Les trois premiers tomes d'Aâma sont conçus comme un flashback, racontant les événements survenus lors de la semaine très dense précédant le réveil amnésique près du singe. Un journal intime tenu sur un carnet permettait au héros de remonter le fil des événements. Quelques jours plus tôt, Verloc Nim partait avec son frère sur Ona(ji), une planète récemment découverte semblant correspondre à une Terre primitive. Le programme Woland, démarré cinq ans auparavant et laissé presque aussitôt à l'abandon en raison de la crise, avait pour mission de la coloniser pour y développer de façon accélérée la vie. Une solution miracle avait été conçue dans ce but : Aâma, nom de code d'une "soupe" miraculeuse de microcomposants électroniques, dont les millions de robots microscopiques s'avèrent capables de créer une entité intelligente capable de communiquer entre ses entités, telle une ruche ou une fourmilière. Répandue sur des organismes vivants, Aâma créé des créatures hybrides et mutantes à moitié organiques, à moitié robotiques.

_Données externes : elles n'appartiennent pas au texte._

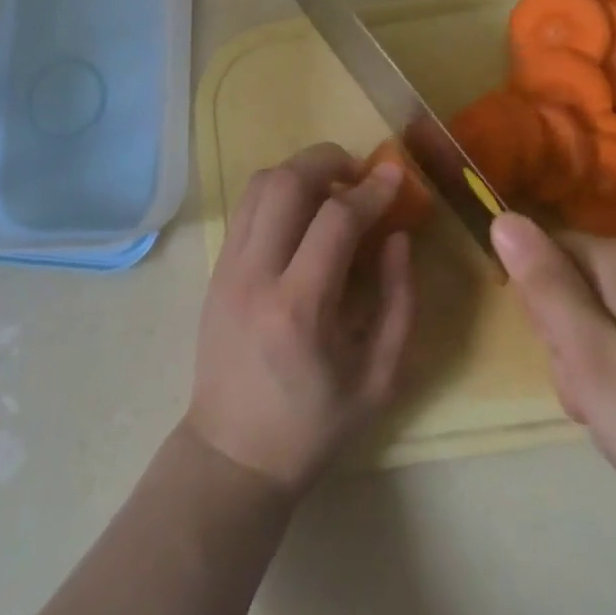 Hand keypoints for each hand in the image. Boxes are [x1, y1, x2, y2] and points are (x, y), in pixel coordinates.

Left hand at [186, 143, 416, 493]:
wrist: (233, 454)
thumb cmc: (314, 425)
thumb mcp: (379, 379)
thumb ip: (399, 302)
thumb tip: (398, 236)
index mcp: (299, 309)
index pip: (335, 220)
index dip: (371, 189)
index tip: (396, 176)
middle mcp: (255, 275)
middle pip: (286, 182)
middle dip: (328, 161)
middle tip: (360, 173)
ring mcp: (227, 268)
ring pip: (259, 184)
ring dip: (300, 170)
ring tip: (332, 186)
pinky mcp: (215, 268)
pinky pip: (247, 205)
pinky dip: (278, 189)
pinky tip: (303, 209)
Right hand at [491, 212, 615, 544]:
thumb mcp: (590, 357)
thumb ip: (543, 286)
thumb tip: (503, 217)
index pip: (544, 256)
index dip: (542, 311)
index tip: (567, 361)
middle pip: (577, 299)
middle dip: (577, 359)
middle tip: (603, 405)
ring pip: (609, 339)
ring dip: (608, 390) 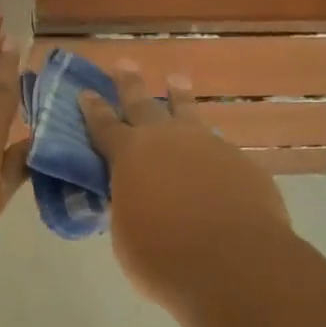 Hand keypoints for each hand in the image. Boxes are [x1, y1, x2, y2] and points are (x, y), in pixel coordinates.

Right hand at [80, 65, 291, 307]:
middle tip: (125, 64)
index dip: (93, 110)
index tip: (86, 92)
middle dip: (130, 84)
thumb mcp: (127, 233)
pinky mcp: (240, 162)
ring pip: (188, 113)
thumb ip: (129, 205)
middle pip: (143, 105)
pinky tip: (210, 152)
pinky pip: (217, 146)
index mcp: (129, 156)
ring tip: (176, 80)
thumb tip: (137, 198)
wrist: (233, 262)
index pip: (104, 126)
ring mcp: (207, 146)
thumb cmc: (163, 256)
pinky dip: (207, 145)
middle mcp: (167, 140)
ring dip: (178, 97) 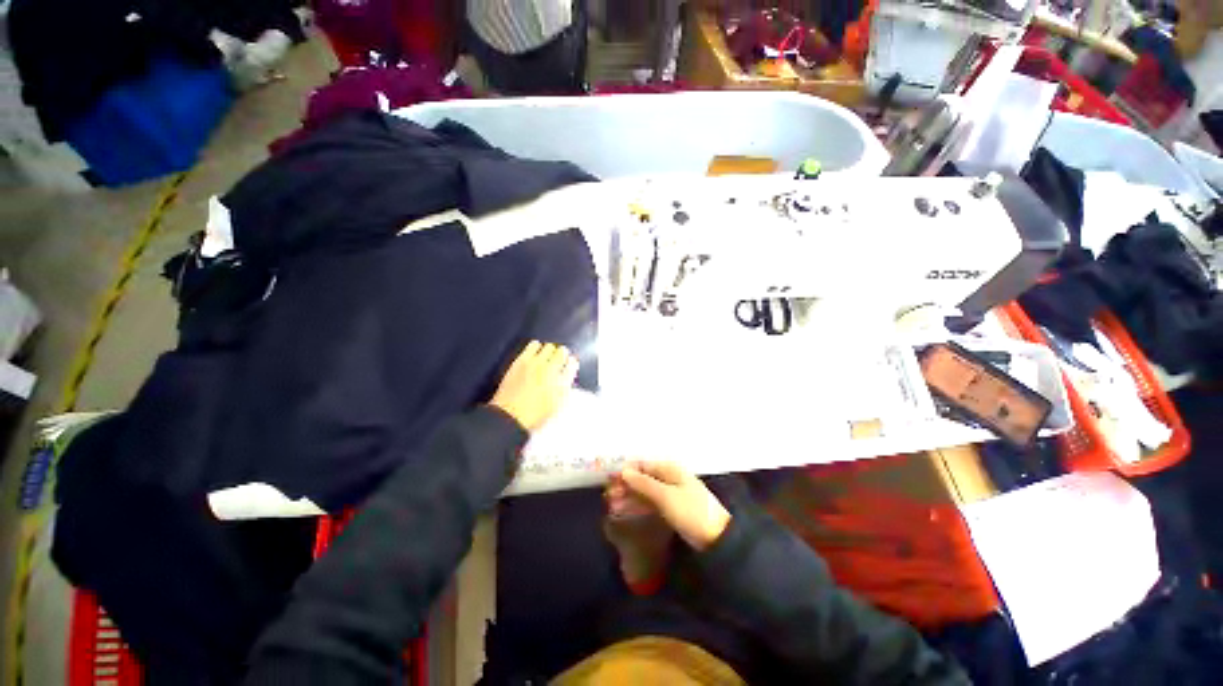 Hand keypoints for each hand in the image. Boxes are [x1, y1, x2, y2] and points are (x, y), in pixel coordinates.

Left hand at [489, 341, 577, 432]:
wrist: (510, 415)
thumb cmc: (535, 414)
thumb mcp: (557, 405)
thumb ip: (565, 388)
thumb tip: (568, 376)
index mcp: (562, 383)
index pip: (573, 364)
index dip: (572, 363)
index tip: (570, 364)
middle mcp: (551, 370)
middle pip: (562, 352)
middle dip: (563, 355)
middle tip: (559, 359)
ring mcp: (536, 363)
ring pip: (549, 346)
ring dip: (550, 350)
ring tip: (547, 356)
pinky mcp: (522, 360)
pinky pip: (533, 344)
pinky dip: (536, 346)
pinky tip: (535, 352)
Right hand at [615, 461, 730, 550]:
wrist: (717, 538)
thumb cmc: (691, 512)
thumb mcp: (666, 497)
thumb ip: (644, 483)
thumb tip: (623, 471)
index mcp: (670, 469)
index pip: (643, 465)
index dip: (625, 471)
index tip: (609, 480)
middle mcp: (669, 477)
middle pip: (643, 477)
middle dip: (625, 485)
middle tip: (608, 496)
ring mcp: (671, 492)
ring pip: (645, 490)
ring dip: (629, 496)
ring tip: (612, 505)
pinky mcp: (671, 507)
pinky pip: (650, 502)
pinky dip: (638, 504)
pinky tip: (625, 510) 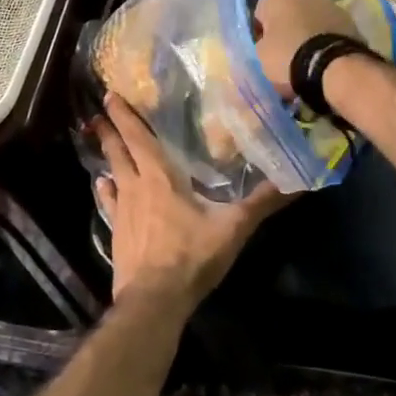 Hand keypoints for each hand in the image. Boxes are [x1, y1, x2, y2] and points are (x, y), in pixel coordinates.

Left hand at [92, 94, 290, 305]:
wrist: (154, 300)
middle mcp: (135, 187)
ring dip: (106, 155)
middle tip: (98, 112)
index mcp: (159, 177)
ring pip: (111, 173)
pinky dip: (105, 191)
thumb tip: (297, 181)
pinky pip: (108, 203)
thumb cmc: (191, 256)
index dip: (124, 115)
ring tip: (100, 140)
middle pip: (118, 151)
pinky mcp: (116, 233)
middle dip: (109, 129)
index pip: (138, 137)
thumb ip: (261, 202)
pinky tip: (103, 185)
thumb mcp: (232, 227)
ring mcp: (122, 211)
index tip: (110, 95)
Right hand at [252, 0, 356, 96]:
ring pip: (312, 19)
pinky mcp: (351, 20)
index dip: (261, 33)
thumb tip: (267, 44)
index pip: (261, 12)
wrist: (333, 68)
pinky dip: (326, 40)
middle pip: (289, 12)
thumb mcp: (259, 55)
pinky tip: (325, 60)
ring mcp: (332, 3)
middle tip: (286, 55)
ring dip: (309, 33)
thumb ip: (261, 44)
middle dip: (288, 28)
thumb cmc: (287, 56)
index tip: (264, 52)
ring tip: (308, 61)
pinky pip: (330, 30) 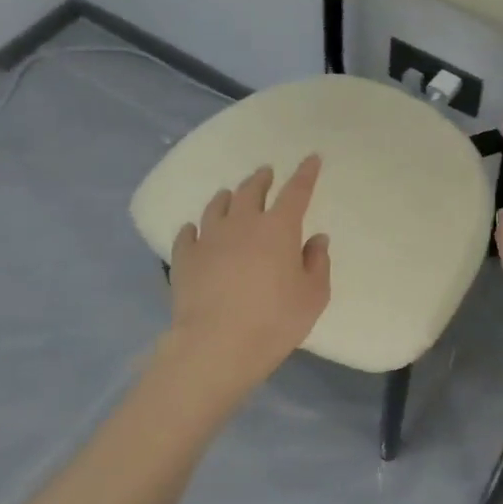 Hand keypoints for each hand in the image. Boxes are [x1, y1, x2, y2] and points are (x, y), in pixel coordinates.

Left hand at [168, 157, 331, 383]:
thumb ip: (317, 263)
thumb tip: (315, 239)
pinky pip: (188, 233)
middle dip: (262, 179)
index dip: (306, 173)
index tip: (312, 158)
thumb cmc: (275, 320)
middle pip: (251, 191)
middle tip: (266, 174)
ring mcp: (209, 238)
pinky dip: (195, 228)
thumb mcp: (313, 296)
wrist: (217, 345)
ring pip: (217, 206)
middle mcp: (242, 224)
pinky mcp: (184, 258)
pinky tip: (194, 230)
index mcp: (279, 228)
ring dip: (228, 197)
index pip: (296, 191)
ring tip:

Après avoir installé des personnages mystérieux, plantés dans un décor étrange et déstabilisant, l'intrigue de cette fascinante saga de science-fiction intimiste se ramifie de belle manière. Les auteurs mettent en scène une expédition qui s'aventure en terre inconnue.
Dans le dernier tome, qui fait le grand écart entre récit intimiste et événements aux dimensions cosmologiques, Peeters semble vouloir décrire sur un même plan la géographie du cerveau de son héros et celles de planètes inconnues. L'esprit de Verloc, mais aussi les transformations de son corps contaminé ouvrent des abîmes graphiques, et certaines pages d'Aâma sont les plus psychédéliques que l'on ait pu voir depuis certaines planches de Moebius ou de Druillet datant des années 1970. Aâma fait aussi écho au manga Akira (Katsuhiro Otomo), où la mutation du personnage principal en fait une sorte de demi-dieu tout-puissant aux yeux des autres, mais impuissant à gérer sa transformation intérieure.
Avec un graphisme virtuose et élégant dont il est coutumier, Peeters imagine un monde nouveau, avec sa faune et sa flore. Chaque planche regorge de trouvailles graphiques. Il y a quelque chose du western dans l'album. Le projet Aâma ayant échappé à ses créateurs, l'univers naissant qui se propage sur Ona (Ji) est-il bénéfique ou nuisible?
Suivant pas à pas les traces du héros, le lecteur va de surprise en surprise. Tantôt ébahi, tantôt terrifié, on accompagne les membres de cette expédition (toutefois protégée par le singe Churchill) avec une petite boule au ventre. En flashback, Verloc Nim raconte son histoire, et comment il a été séparé de sa fille, née naturellement, dans un monde où plus rien n'est plus naturel.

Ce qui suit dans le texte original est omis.